Wright, Paul H. Understanding the Ecology of the Bible: An Introductory Atlas. Jerusalem: Carta Jerusalem, 2018. 48 pp.; Pb; $18.00. Link
Paul Wright is the President of Jerusalem University College (the Institute of Holy Land Studies). He has contributed to several other “introductory” Carta atlases including Understanding Biblical Archaeology and Understanding the New Testament, and Understanding Great People of the Bible.
This atlas has a narrow focus, the ecology of the Bible. As Wright suggests, a study of the ecology of the Bible is important because flora and fauna are the natural context of the Bible (7). The daily life of ancient Israel was embedded in an ecosystem, and many of these natural elements form metaphorical language of the Bible.
For each of the six chapters of the book, Wright cites a theme verse. This does not always make the topic of the chapter clear. In “In His Hand is the Life of Every Living Thing” (Job 12:10), Wright introduces the book by arguing for the importance of the land, plants and animals of the Bible in order to better understand the Bible. The second chapter, “How is the Land? Is it Fat or Lean?” (Numbers 13:20), briefly describes the land as “flowing with milk and honey.” As Wright observes, modern visitors to Israel are often surprised by the cry climate of the land. The third chapter deals with geology and climate (“A Land of Hills and Valleys That Drinks Water from the Rain of Heaven,” Deuteronomy 11:11). This is the most map-rich chapter in the atlas, with specialized maps charting the geology, soil types, and precipitation in both Israel and the Middle East. The chapter also includes brief descriptions of the various ecosystems present in the land, illustrated with photographs and at least one verse per section.
In the fourth chapter Wright describes plant life in Israel (“From the Cedar that is in Lebanon Even to the Hyssop that Grows on the Wall,” 1 Kings 4:33). These are illustrated with photographs of modern plants, but Wright shows these plants are known from archaeological evidence. He has examples of ostraca mentioning wine, barley grain, etc. as well as a few illustrations drawn from ancient papyri describing the agriculture of ancient Israel. Since this book is intended as an introduction, Wright’s list of plants and animals is far from comprehensive.

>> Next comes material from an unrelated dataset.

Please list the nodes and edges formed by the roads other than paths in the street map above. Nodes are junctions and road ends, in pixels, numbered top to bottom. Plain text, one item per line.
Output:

Chapter five, “For He Loved the Soil” (2 Chronicles 26:10), deals with agriculture in ancient Israel, but also examines the damage to the environment in modern times. He relates this damage to the abuse of the poor in the prophets. The biblical authors, Wright says, recognized the benefits of both the shepherd and village farmer, and eventually urban centers (40), but always speaks in favor of humane treatment of animals and wise use of the land. The reason is the land and all the animals belong to the Lord (Psalm 50:10-11). This is far from a chapter on responsible Christian environmentalism, but Wright offers some pointers in that direction. In the final paragraph of the book, he bemoans the lack of emphasis on environmentalism among biblically oriented Christians (47).

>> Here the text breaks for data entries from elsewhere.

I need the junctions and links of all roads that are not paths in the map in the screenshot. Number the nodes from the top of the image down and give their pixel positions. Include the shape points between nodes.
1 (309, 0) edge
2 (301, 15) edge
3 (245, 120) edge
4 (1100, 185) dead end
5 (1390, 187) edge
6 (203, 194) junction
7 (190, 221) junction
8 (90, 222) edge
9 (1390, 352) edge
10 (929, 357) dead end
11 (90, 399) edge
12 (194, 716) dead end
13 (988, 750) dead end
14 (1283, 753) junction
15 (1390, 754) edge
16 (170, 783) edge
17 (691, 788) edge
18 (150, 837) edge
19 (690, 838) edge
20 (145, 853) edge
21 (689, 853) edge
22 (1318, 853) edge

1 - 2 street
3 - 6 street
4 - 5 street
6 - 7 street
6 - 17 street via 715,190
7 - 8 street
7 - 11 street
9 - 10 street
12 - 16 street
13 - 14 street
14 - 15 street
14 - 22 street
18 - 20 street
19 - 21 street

The final chapter demonstrates Israel’s conception of time was tied to the land (“A Land for Which the LORD Your God Cares,” Deuteronomy 11:12). Beginning with one of the earliest extant Hebrew texts, the Gezer Calendar, Wright how the years, days and weeks are integral to Israel’s relationship with their environment. The final page of the chapter traces the importance of Eden in the Old Testament and serves as a conclusion to the book.

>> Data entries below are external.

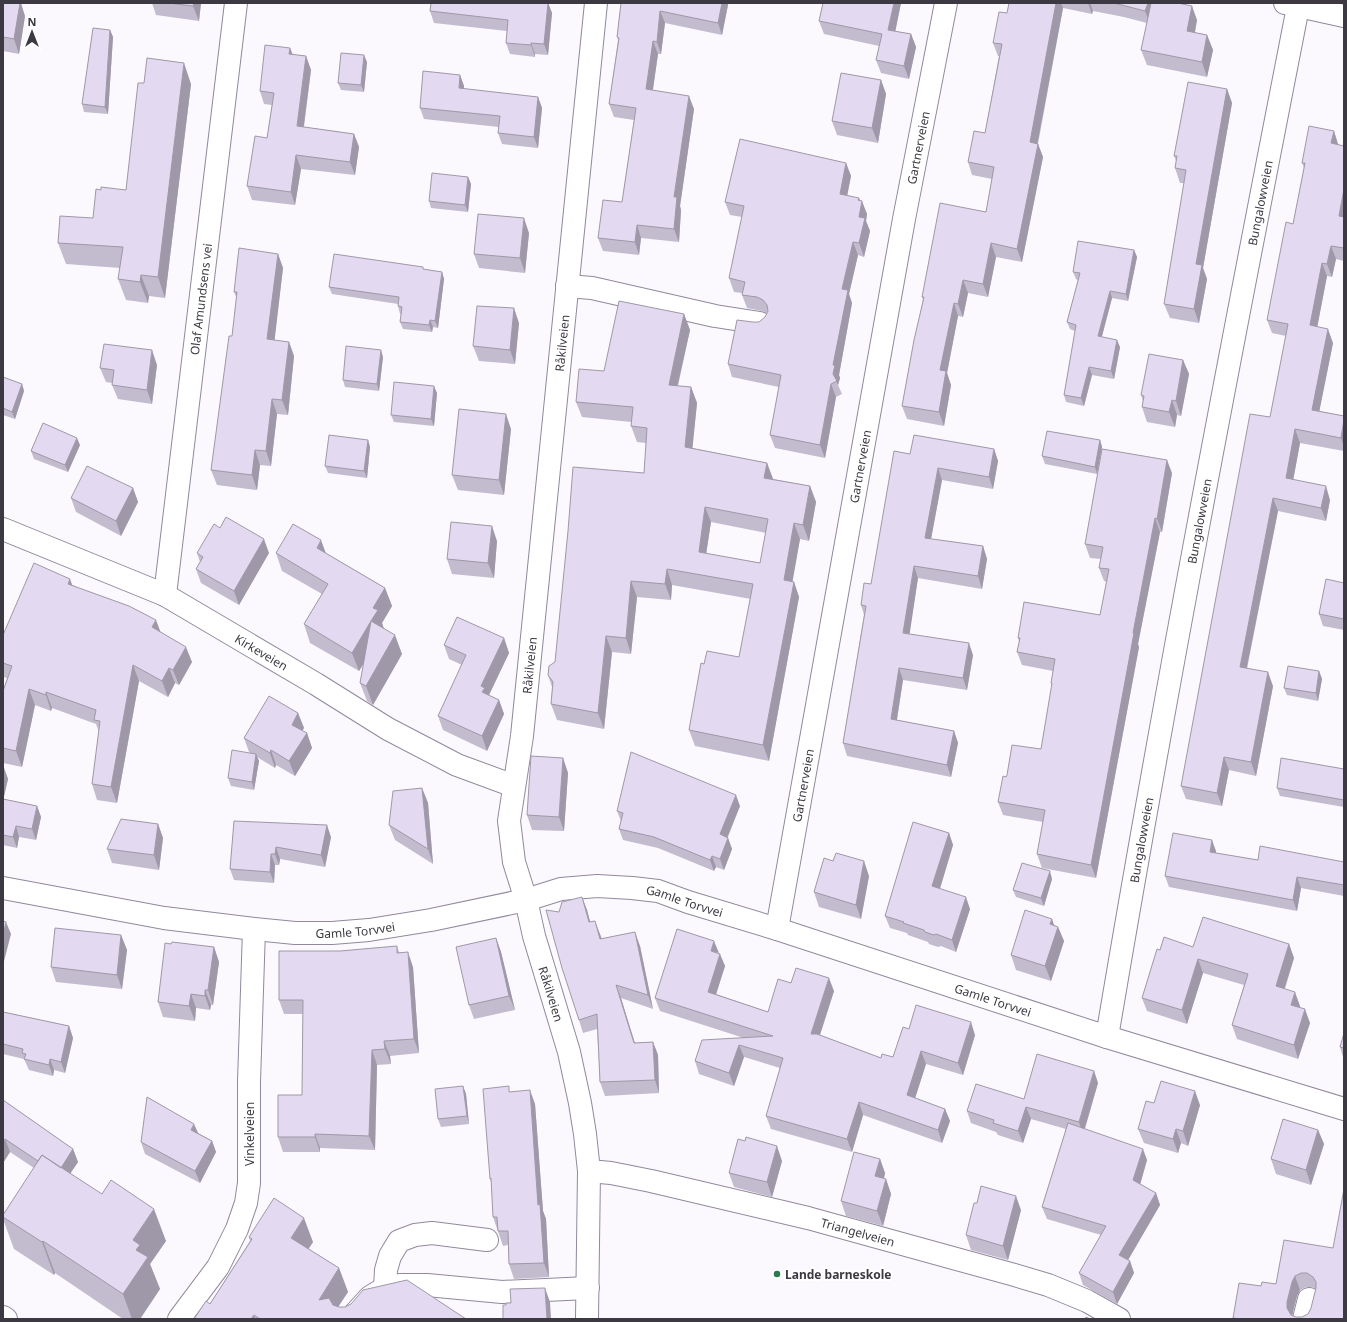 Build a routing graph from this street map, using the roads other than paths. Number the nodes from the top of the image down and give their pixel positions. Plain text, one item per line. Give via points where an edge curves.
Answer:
1 (236, 3) edge
2 (596, 3) edge
3 (946, 3) edge
4 (1291, 5) edge
5 (1344, 16) edge
6 (567, 286) junction
7 (760, 323) edge
8 (3, 529) edge
9 (165, 595) junction
10 (514, 786) junction
11 (3, 888) edge
12 (526, 900) junction
13 (254, 929) junction
14 (777, 929) junction
15 (1106, 1037) junction
16 (1344, 1109) edge
17 (589, 1171) junction
18 (487, 1240) dead end
19 (386, 1288) junction
20 (588, 1288) junction
21 (3, 1317) edge
22 (6, 1319) edge
23 (179, 1319) edge
24 (350, 1319) edge
25 (587, 1319) edge
26 (1119, 1319) edge

1 - 9 street, Olaf Amundsens vei
2 - 6 street, Råkilveien
3 - 14 street, Gartnerveien via 904,219
4 - 5 street
4 - 15 street, Bungalowveien
6 - 7 street via 592,288 715,316
6 - 10 street, Råkilveien via 522,736
8 - 9 street, Kirkeveien
9 - 10 street, Kirkeveien via 388,729 457,765
10 - 12 street, Råkilveien via 509,821 514,862
11 - 13 street, Gamle Torvvei via 164,918
12 - 13 street, Gamle Torvvei via 369,930 295,933
12 - 14 street, Gamle Torvvei via 561,889 597,886 658,891
12 - 17 street, Råkilveien via 580,1103
13 - 23 street, Vinkelveien via 249,1183 246,1203 237,1229 218,1267
14 - 15 street, Gamle Torvvei
15 - 16 street, Gamle Torvvei
17 - 20 street, Råkilveien
17 - 26 street, Triangelveien via 659,1183 808,1218 1011,1274 1080,1298
18 - 19 street via 432,1233 415,1235 399,1241 390,1256 386,1270
19 - 20 street via 427,1285 502,1292
19 - 24 street via 370,1297
20 - 25 street, Råkilveien
21 - 22 street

The book is richly illustrated with full color photographs illustrating geographical features, plants and animals. Since Wright is credited with most of the photographs, these are not the same images used in other publications. However, for an atlas, there are not very many maps, only fourteen in all.
One minor criticism of the book is a misleading title. Although the book claims to be an ecology of the Bible, it is really an ecology of ancient Israel. Certainly olive oil and pomegranates are the same in the New Testament, but there is little here specifically on the New Testament. Much of the plot of the New Testament in the book of Acts takes place in Asia Minor, which goes beyond the scope of this book.
Conclusion. Like the other volumes in this Introductory Atlas series, the book is 9 x 12 inches and only forty eight pages. This makes for an inexpensive book, although it is not a durable handbook one might toss in their backpack on a trip to Israel. This is not a Carta Field Guide (on Masada, En-Gedi, and Qumran). Nevertheless, Wright has contributed a good introduction to the physical environment in which the Bible takes place.
NB: Thanks to Hendrickson and Carta Jerusalem for kindly providing me with a review copy of this book. This did not influence my thoughts regarding the work.